The main source of calories in the urban communities’ diet was sugar and bread, whereas in Limpopo Province, it was maize porridge. The RBC lipids of the LP children and mothers had the healthiest blood lipid profile, having the highest proportion of polyunsaturated fatty acids (PUFAs), omega-3 and omega-6 fatty acids, but the lowest level of saturated fats.

The overall omega-3 fatty acid intake was disturbingly low in children from all communities studied. The median combined intake of eicosapentaenoic acid (EPA) and docosahexaenoic acid was a mere 50, 55 and 3 mg a day for the NC, WC and LP communities, respectively. The intake values for their mothers were only marginally better. Typically the advised minimum daily intake for small children is between 100 and 200 mg/day. The comparable mean EPA plus DHA levels in the RBCs (expressed as percentage of fatty acids) of the children was 3.78, 4.53 and 4.94 percent for the NC, WC and LP communities, respectively. Such values place the individuals at greatly increased risk of cardiovascular disease later in life. However, it is of interest that despite have virtually no obvious intake of EPA and DHA in their food, the Limpopo community children still had the highest RBC EPA plus DHA status of the three communities. A possible explanation of this is that the LP children are almost exclusively Black African and have a relatively low consumption of omega-6 fatty acids in their diet. The NC and WC communities feature a range of different racial groups and consume a more westernized diet rich in omega-6 fatty acids. The consumption of higher levels of omega-6 fatty acids is known to suppress endogenous production of EPA and DHA from ALA (alpha linolenic acid).
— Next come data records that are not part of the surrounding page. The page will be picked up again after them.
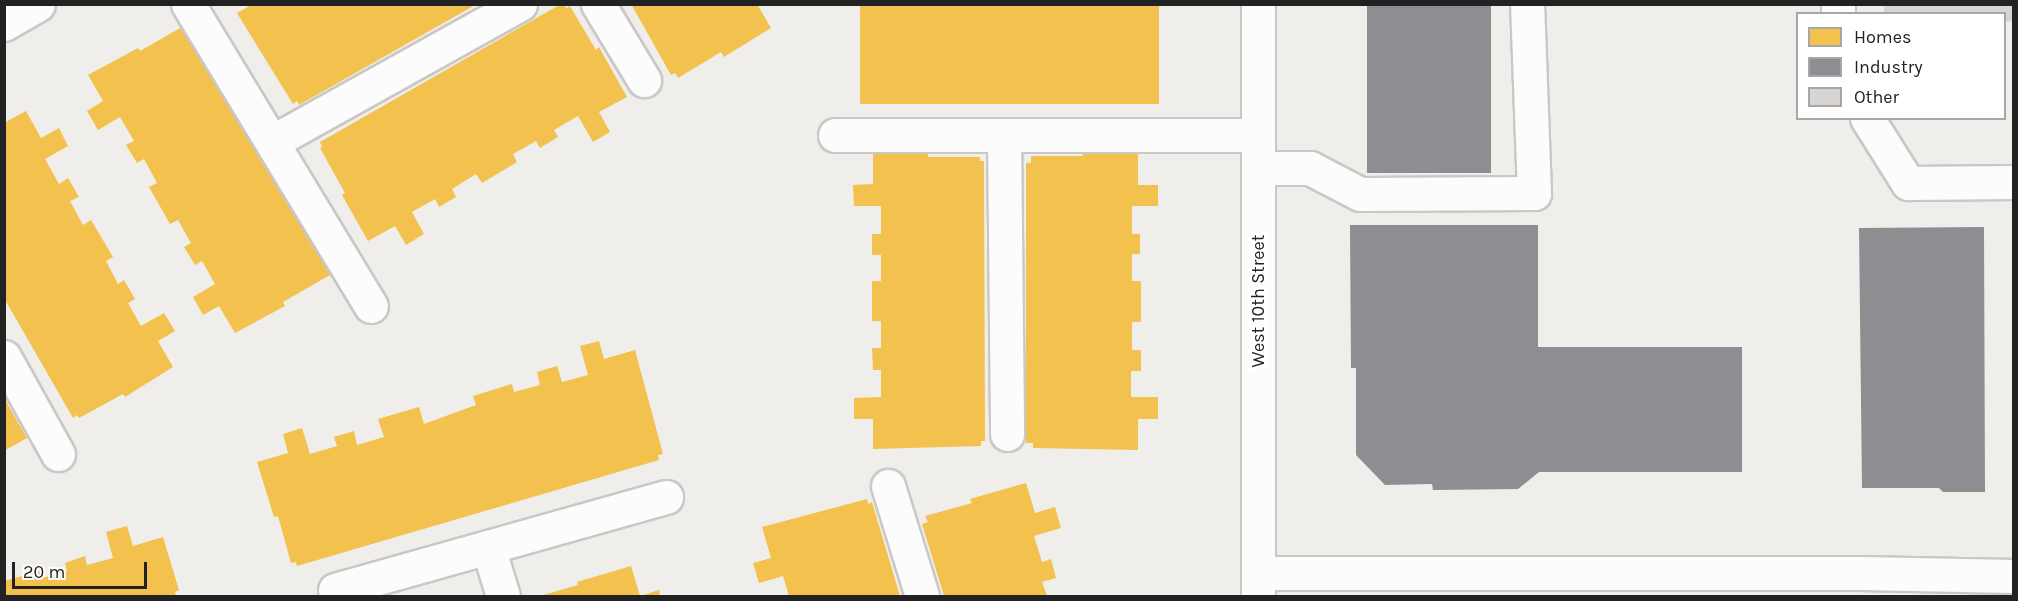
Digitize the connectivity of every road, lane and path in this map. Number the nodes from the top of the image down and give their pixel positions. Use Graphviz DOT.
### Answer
graph roads {
  1 [pos="38,4"];
  2 [pos="188,4"];
  3 [pos="520,4"];
  4 [pos="598,4"];
  5 [pos="1258,4"];
  6 [pos="1527,4"];
  7 [pos="4,24"];
  8 [pos="644,80"];
  9 [pos="1868,120"];
  10 [pos="835,135"];
  11 [pos="1004,135"];
  12 [pos="1258,135"];
  13 [pos="272,142"];
  14 [pos="1258,168"];
  15 [pos="2013,182"];
  16 [pos="371,306"];
  17 [pos="4,357"];
  18 [pos="1007,434"];
  19 [pos="58,454"];
  20 [pos="888,486"];
  21 [pos="666,497"];
  22 [pos="488,547"];
  23 [pos="2013,576"];
  24 [pos="1258,585"];
  25 [pos="1543,585"];
  26 [pos="1932,585"];
  27 [pos="335,590"];
  28 [pos="503,597"];
  29 [pos="922,597"];
  1 -- 7 [label="street"];
  2 -- 13 [label="street"];
  3 -- 13 [label="street"];
  4 -- 8 [label="street"];
  5 -- 12 [label="street, West 10th Street"];
  6 -- 14 [label="street"];
  9 -- 15 [label="street"];
  10 -- 11 [label="street"];
  11 -- 12 [label="street"];
  11 -- 18 [label="street"];
  12 -- 14 [label="street, West 10th Street"];
  13 -- 16 [label="street"];
  14 -- 24 [label="street, West 10th Street"];
  17 -- 19 [label="street"];
  20 -- 29 [label="street"];
  21 -- 22 [label="street"];
  22 -- 27 [label="street"];
  22 -- 28 [label="street"];
  23 -- 26 [label="street"];
  24 -- 25 [label="street"];
  25 -- 26 [label="street"];
}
South Africa is anthropologically regarded as the “cradle of mankind.” Interestingly, the local, indigenous people seemed to have retained their ability to activate the necessary dehydrogenase and elongation enzymes to make EPA and DHA from the readily available ALA substrate. The further Homo sapiens have drifted from their African home the less active these enzymes appear to be (2).

REFERENCES

  1. Ford R, Faber M, Kunneke E, & Smuts CM “Dietary fat intake and red blood cell fatty acid composition of children and women from three different geographical areas in South Africa.”; Prostaglandins, Leukotrienes and Essential Fatty Acids (PLEFA) 2016, 109, 13–21. http://doi.org/10.1016/j.plefa.2016.04.003
  2. Mathias RA, Fu W, Akey JM, Ainsworth HC, Torgerson DJ, Ruczinski I, Sergeant S, Barnes KC, Chilton FH; “Adaptive evolution of the FADS gene cluster within Africa”;  PLoS ONE Sept 19 2012; 7(9): e44926.